Destination BC is running four Spark programs across the province, MacIntyre added: in the Sea to Sky, the West Kootenays, the Cariboo Chilcotin Coast and one with Indigenous operators province-wide.

While it’s too early to say what might come of that, the process in the West Kootenays attracted about 15 applicants covering a broad range of pitches, MacIntyre said.

“It was everything from arts- and culture-based projects, it was transportation projects, there was some accommodation projects there, [and] some really innovative kind of events proposals came in,” she said.

“So it really sort of covered a broad spectrum, and I anticipate that we’ll probably get a similar scope of projects along the Sea to Sky as well.”

The idea to bring the program to the Sea to Sky was born out of the Resort Municipality of Whistler’s COVID-19 recovery working group—more specifically, the group’s tourism sustainability team, which started to develop a similar concept back in October 2020, said economic develop manager Toni Metcalf.

“We had worked for a number of months as part of the Whistler Recovery Working Group to detail out a workplan, outlining the scope and structure of the Sustainability Lab (as we were calling it at the time), and a launch plan ready for a spring implementation,” Metcalf said in an email.

But after a provincial regional economic development team meeting in February 2021, the idea was expanded to a regional focus, and the Tourism Innovation Lab was eventually brought onboard.

“Overall, it is about supporting Whistler’s vision as a year-round destination, so new ideas that contribute to smoothing visitation through shoulder seasons, or extending our visitors’ length of stay, would all be positive outcomes,” Metcalf said, adding that some of the gaps or challenges the program might address include weather-independent tourism offerings, or those with an emphasis on conservation or protection of the natural environment.

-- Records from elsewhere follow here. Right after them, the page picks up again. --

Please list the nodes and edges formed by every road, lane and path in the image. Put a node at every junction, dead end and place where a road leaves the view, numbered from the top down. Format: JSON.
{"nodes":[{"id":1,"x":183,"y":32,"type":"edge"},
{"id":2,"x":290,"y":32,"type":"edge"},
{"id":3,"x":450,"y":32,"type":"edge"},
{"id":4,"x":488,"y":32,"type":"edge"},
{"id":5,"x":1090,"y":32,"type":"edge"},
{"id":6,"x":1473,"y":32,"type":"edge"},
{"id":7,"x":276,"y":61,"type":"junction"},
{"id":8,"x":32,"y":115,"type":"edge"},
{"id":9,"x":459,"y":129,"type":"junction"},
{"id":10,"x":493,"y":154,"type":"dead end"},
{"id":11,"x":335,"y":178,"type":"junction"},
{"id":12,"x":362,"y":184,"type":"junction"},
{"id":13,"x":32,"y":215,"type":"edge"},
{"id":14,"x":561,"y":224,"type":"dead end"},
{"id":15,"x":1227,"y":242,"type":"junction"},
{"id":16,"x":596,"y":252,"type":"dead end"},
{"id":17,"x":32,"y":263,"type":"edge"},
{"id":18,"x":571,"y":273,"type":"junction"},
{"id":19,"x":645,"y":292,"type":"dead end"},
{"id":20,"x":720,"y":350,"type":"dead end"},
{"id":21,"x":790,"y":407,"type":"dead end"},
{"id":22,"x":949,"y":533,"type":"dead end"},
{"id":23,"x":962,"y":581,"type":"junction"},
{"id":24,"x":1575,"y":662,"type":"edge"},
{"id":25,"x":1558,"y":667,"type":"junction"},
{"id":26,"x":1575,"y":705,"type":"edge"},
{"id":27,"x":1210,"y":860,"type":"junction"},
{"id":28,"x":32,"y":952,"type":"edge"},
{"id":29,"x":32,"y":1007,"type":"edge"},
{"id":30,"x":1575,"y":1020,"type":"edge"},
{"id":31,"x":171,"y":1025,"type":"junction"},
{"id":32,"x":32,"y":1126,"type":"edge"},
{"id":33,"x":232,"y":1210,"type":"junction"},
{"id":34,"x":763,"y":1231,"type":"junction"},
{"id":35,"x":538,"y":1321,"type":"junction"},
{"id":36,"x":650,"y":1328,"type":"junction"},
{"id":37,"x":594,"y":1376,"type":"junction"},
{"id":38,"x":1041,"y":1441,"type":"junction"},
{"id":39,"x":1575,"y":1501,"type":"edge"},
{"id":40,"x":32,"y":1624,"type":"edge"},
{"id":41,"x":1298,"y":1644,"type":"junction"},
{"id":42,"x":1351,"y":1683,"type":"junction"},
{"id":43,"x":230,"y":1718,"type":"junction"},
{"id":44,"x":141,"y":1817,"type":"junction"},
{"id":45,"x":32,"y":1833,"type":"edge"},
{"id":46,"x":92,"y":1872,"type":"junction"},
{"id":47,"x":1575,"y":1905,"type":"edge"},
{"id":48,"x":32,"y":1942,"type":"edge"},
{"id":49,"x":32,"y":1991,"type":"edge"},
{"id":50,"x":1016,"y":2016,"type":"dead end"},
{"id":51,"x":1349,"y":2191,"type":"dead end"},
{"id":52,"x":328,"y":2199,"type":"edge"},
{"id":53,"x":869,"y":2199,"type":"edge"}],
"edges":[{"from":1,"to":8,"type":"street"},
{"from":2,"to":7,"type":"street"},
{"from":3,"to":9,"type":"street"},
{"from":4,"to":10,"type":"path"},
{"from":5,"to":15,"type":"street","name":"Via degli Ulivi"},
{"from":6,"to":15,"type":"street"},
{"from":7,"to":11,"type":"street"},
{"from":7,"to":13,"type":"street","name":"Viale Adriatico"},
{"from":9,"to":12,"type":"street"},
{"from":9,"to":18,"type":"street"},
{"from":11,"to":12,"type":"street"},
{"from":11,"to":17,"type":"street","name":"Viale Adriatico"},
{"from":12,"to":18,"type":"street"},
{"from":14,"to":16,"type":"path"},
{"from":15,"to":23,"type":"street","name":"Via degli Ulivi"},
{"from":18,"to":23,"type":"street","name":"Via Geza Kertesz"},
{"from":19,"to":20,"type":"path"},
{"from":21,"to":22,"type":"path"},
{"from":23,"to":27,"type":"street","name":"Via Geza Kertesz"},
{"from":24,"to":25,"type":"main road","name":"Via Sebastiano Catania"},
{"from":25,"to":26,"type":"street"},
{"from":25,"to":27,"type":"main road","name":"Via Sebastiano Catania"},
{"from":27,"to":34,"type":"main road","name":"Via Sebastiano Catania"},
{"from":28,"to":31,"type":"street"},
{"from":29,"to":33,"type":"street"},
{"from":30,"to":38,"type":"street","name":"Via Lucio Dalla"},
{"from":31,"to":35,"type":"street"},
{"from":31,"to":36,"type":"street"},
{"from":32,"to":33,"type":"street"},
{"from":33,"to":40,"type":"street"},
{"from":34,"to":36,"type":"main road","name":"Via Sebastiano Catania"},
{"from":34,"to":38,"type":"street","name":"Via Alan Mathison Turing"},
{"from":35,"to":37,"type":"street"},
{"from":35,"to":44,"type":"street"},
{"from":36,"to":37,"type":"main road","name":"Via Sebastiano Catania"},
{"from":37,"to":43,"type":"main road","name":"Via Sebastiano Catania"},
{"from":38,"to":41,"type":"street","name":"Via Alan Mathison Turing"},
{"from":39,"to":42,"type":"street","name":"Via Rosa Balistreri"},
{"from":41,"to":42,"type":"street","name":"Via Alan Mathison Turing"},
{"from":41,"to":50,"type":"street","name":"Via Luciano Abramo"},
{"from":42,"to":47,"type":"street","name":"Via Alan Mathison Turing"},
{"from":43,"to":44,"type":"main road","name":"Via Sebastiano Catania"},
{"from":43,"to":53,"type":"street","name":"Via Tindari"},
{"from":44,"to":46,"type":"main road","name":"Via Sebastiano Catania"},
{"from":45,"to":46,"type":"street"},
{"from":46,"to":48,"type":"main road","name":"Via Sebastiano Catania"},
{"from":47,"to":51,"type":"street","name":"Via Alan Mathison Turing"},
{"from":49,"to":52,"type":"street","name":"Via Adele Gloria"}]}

From Tourism Whistler’s perspective, “this is a really fantastic opportunity to continue to invest in small grassroots but potentially very creative entrepreneurial opportunities that could make our tourism industry stronger, and could make it more resilient in the long run,” said president and CEO Barrett Fisher.

As for what ideas could come out of the program, “it might be something that we didn’t know we were missing,” she added.

“Someone might have a creative new experience that they want to create, or an event that they want to create, or a new business that they want to create that we haven’t even heard of yet, but it’s leading edge and it’s innovative and it’s creative or it’s new.”

Information sessions for potential applicants are planned for Thursday, Sept. 16 at 11:30 a.m. and Wednesday, Sept. 29 at 5 p.m.